A unified prompt with prefix-based routing, inspired by VSCode's Ctrl+P. A QuickOpenProvider exposes prefix(), suggestions(query, ctx), and on_select(). The registry's get_provider_for_input sorts prefixes longest-first, strips the matched prefix, and falls back to the empty-prefix default. Built-in providers:

PrefixProviderResult
(empty)FileProviderOpenFile { path, line, col }
>CommandProviderExecuteAction(Action)
#BufferProviderShowBuffer(id)
:GotoLineProviderGotoLine(Absolute/Relative)

on_select returns a QuickOpenResult enum that the host maps to an action/navigation. FileProvider finds files via git ls-files (falling back to a directory walk), loads asynchronously with partial UI updates, applies frecency scoring (time-decay × access count), and parses a trailing :line:col. It can swap filesystem backends for remote authorities. The corresponding actions (QuickOpen, QuickOpenFiles, QuickOpenBuffers, CommandPalette) are all in the Action enum; CommandPalette is kept as an alias of QuickOpen for keymap/plugin compatibility.

PLANNED: a generic Finder<T> abstraction proposes collapsing the finder plugins (live grep, git grep, etc.) into one shared abstraction. Not yet built; the core Quick Open above is shipped. PLANNED: a flash/EasyMotion-style label jump is a validated proposal that depends on getNextKey() / wildcard-binding plugin-API additions; the input path it needs already exists (the getNextKey callback hook).


11. Notes for maintainers

  • The unified-keybinding-resolution design doc describes the intent but predates inherit_normal_bindings / inheriting_modes; the source is the source of truth.
  • The event-dispatch architecture doc describes a unified HitArea and compositor as PLANNED; only the cached-layout retained-mode hit testing is shipped.
  • The Windows mouse-input fix that is shipped is wRepeatCount handling.
  • The design-decisions doc covers Fuzzy Finder UX and Event Dispatch — shipped behavior plus planned evolution.
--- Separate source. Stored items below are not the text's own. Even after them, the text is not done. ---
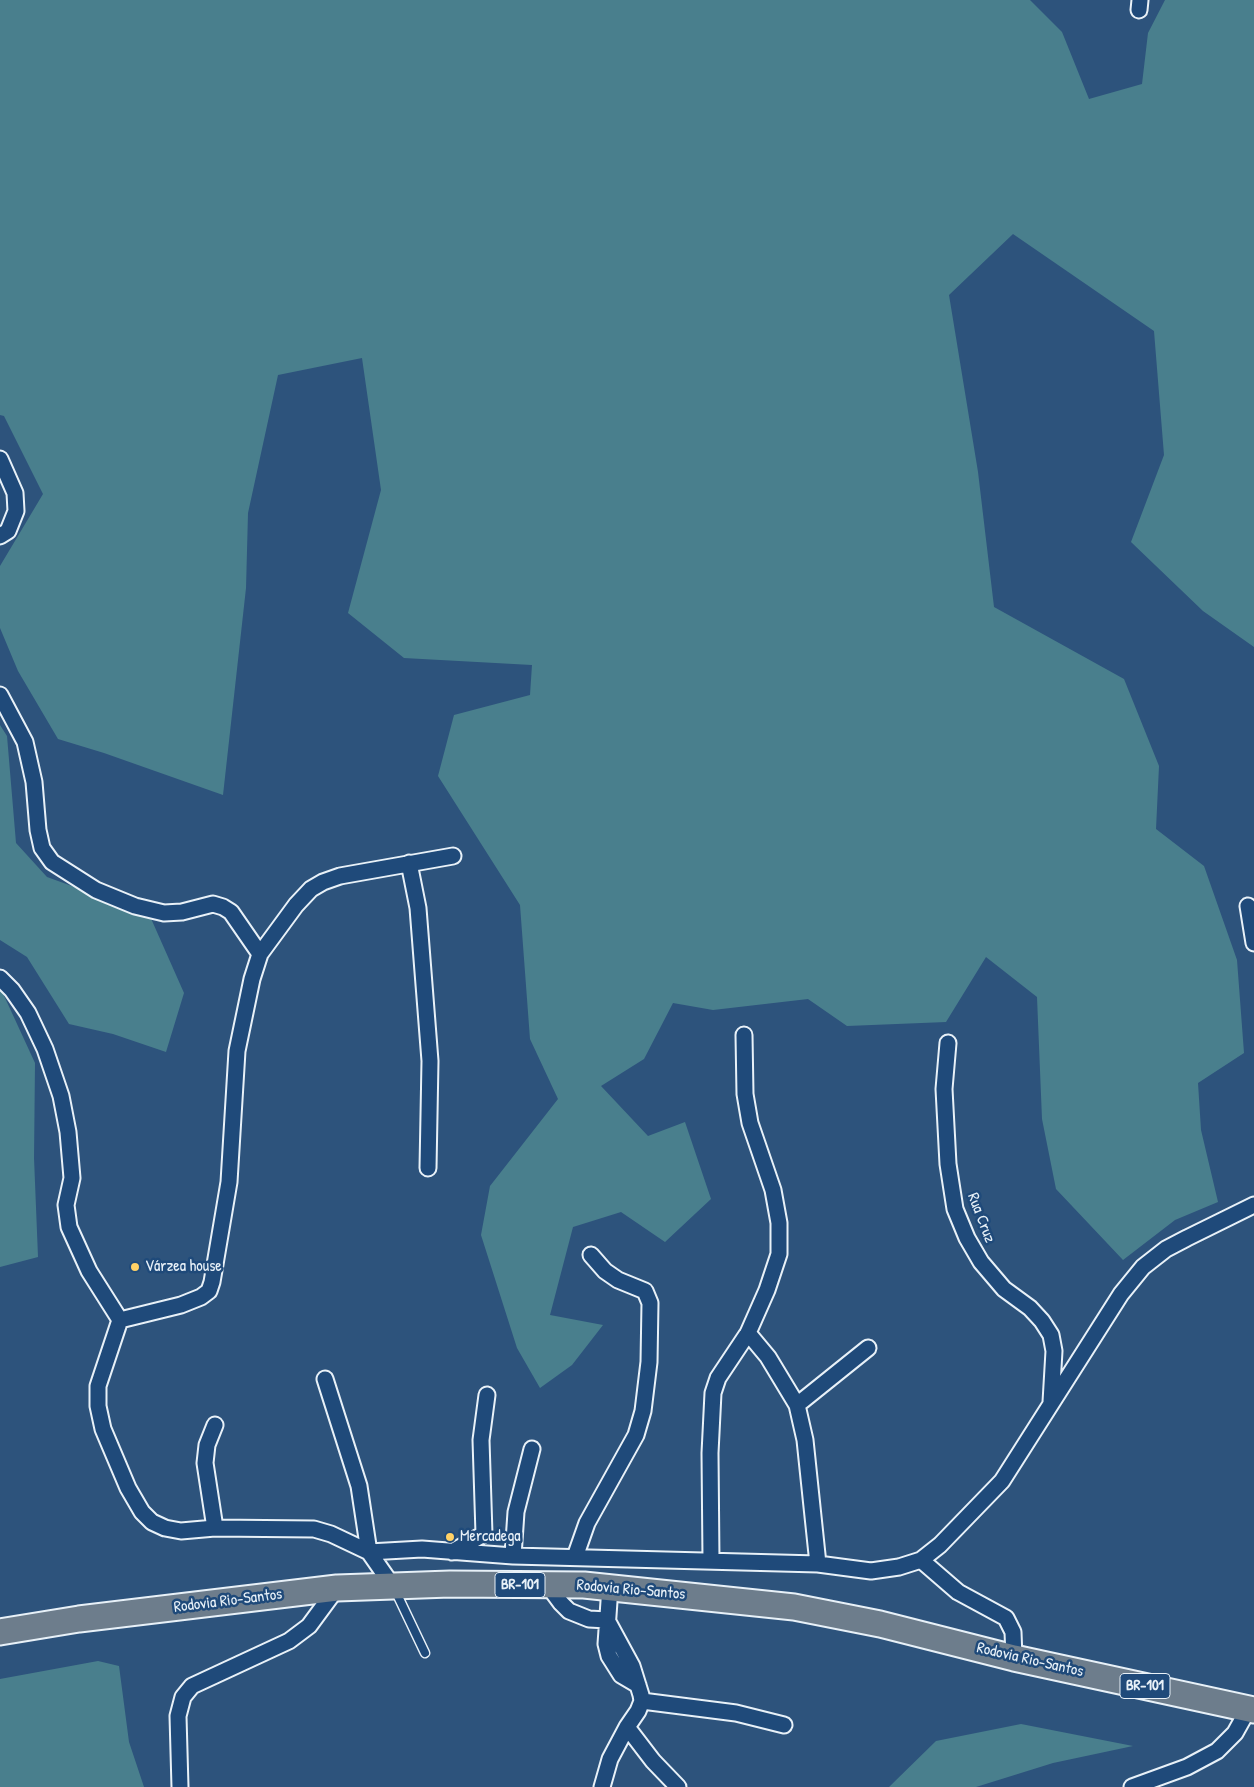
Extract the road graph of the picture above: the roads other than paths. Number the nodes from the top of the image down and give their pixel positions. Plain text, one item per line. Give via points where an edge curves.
1 (0, 459) edge
2 (0, 536) edge
3 (0, 695) edge
4 (453, 856) dead end
5 (409, 863) junction
6 (1248, 906) dead end
7 (1254, 942) edge
8 (260, 954) junction
9 (0, 978) edge
10 (744, 1035) dead end
11 (948, 1042) dead end
12 (428, 1168) dead end
13 (1254, 1205) edge
14 (591, 1255) dead end
15 (120, 1320) junction
16 (748, 1333) junction
17 (868, 1348) dead end
18 (325, 1380) dead end
19 (487, 1395) dead end
20 (797, 1405) junction
21 (1051, 1406) junction
22 (215, 1425) dead end
23 (532, 1449) dead end
24 (215, 1528) junction
25 (484, 1534) junction
26 (370, 1552) junction
27 (452, 1552) junction
28 (506, 1556) junction
29 (575, 1557) junction
30 (711, 1560) junction
31 (921, 1560) junction
32 (818, 1564) junction
33 (547, 1584) junction
34 (392, 1585) junction
35 (610, 1587) junction
36 (336, 1588) junction
37 (607, 1620) junction
38 (0, 1632) edge
39 (425, 1654) dead end
40 (1014, 1658) junction
41 (642, 1702) junction
42 (1251, 1709) edge
43 (784, 1725) dead end
44 (627, 1727) junction
45 (180, 1787) edge
46 (602, 1787) edge
47 (678, 1787) edge
48 (1132, 1787) edge

1 - 2 street via 15,493 16,511 8,531
3 - 8 street via 25,742 34,782 42,848 52,862 96,890 135,906 164,913 213,904 223,907 232,912
4 - 5 street
5 - 8 street via 340,876 311,889
5 - 12 street via 418,908 430,1061
6 - 7 street
8 - 15 street via 237,1051 228,1182 212,1282 201,1297
9 - 15 street via 28,1014 45,1050 61,1096 68,1132 72,1178 66,1205 69,1227 89,1271
10 - 16 street via 744,1094 750,1123 773,1190 780,1254
11 - 21 street, Rua Cruz via 945,1098 948,1164 955,1209 966,1238 981,1262 1004,1289 1036,1314 1051,1335 1054,1351
13 - 21 street via 1173,1245 1143,1267 1122,1294
14 - 29 street via 618,1280 645,1291 650,1302 649,1362 643,1411 636,1435 587,1522
15 - 24 street via 98,1386 98,1406 103,1429 128,1488 142,1512 165,1528 181,1531
16 - 20 street via 768,1357
16 - 30 street via 718,1378 713,1393
17 - 20 street
18 - 26 street via 359,1486
19 - 25 street via 482,1440
20 - 32 street via 805,1440
21 - 31 street via 1002,1482 968,1519
22 - 24 street via 207,1445 205,1462
23 - 28 street
24 - 26 street via 314,1529
25 - 27 street
25 - 28 street
26 - 27 street via 422,1549
26 - 34 street
27 - 28 street
28 - 29 street
29 - 30 street
30 - 32 street
31 - 32 street via 899,1568 877,1570
31 - 40 street via 958,1592 1006,1618 1013,1632
33 - 34 highway, Rodovia Rio-Santos / BR-101
33 - 35 highway, Rodovia Rio-Santos / BR-101
33 - 37 street via 560,1604 569,1611 589,1619
34 - 36 highway, Rodovia Rio-Santos / BR-101
34 - 39 lane
35 - 37 street
35 - 40 highway, Rodovia Rio-Santos / BR-101 via 794,1607 880,1624
36 - 38 highway, Rodovia Rio-Santos / BR-101 via 79,1619
36 - 45 street via 309,1626 289,1641 192,1686 183,1697 178,1716
37 - 41 street via 632,1666
40 - 42 highway, Rodovia Rio-Santos / BR-101
41 - 43 street via 736,1713
41 - 44 street
42 - 48 street via 1235,1733 1217,1750 1187,1767
44 - 46 street via 610,1760
44 - 47 street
The "view transform one frame late" item is a known, partially-mitigated timing issue unrelated to core input.

Superseded / consolidated source docs

This document consolidates and supersedes the input-relevant content of:

  • The unified-keybinding-resolution design doc — fully realized; kept only as historical design rationale (intent now diverges from code re: inherit_normal_bindings).
  • The event-dispatch architecture doc — its "current state" is captured here in §3/§8; its later-phase recommendations remain a standalone PLANNED roadmap.

Still relevant as standalone references:

  • The flash-jump plan — PLANNED feature spec.
  • The finder-abstraction proposal — PLANNED plugin-side refactor.
  • The Windows mouse-input deep-dive — platform-specific detail.
  • The design-decisions doc — broader product/architecture decisions beyond input.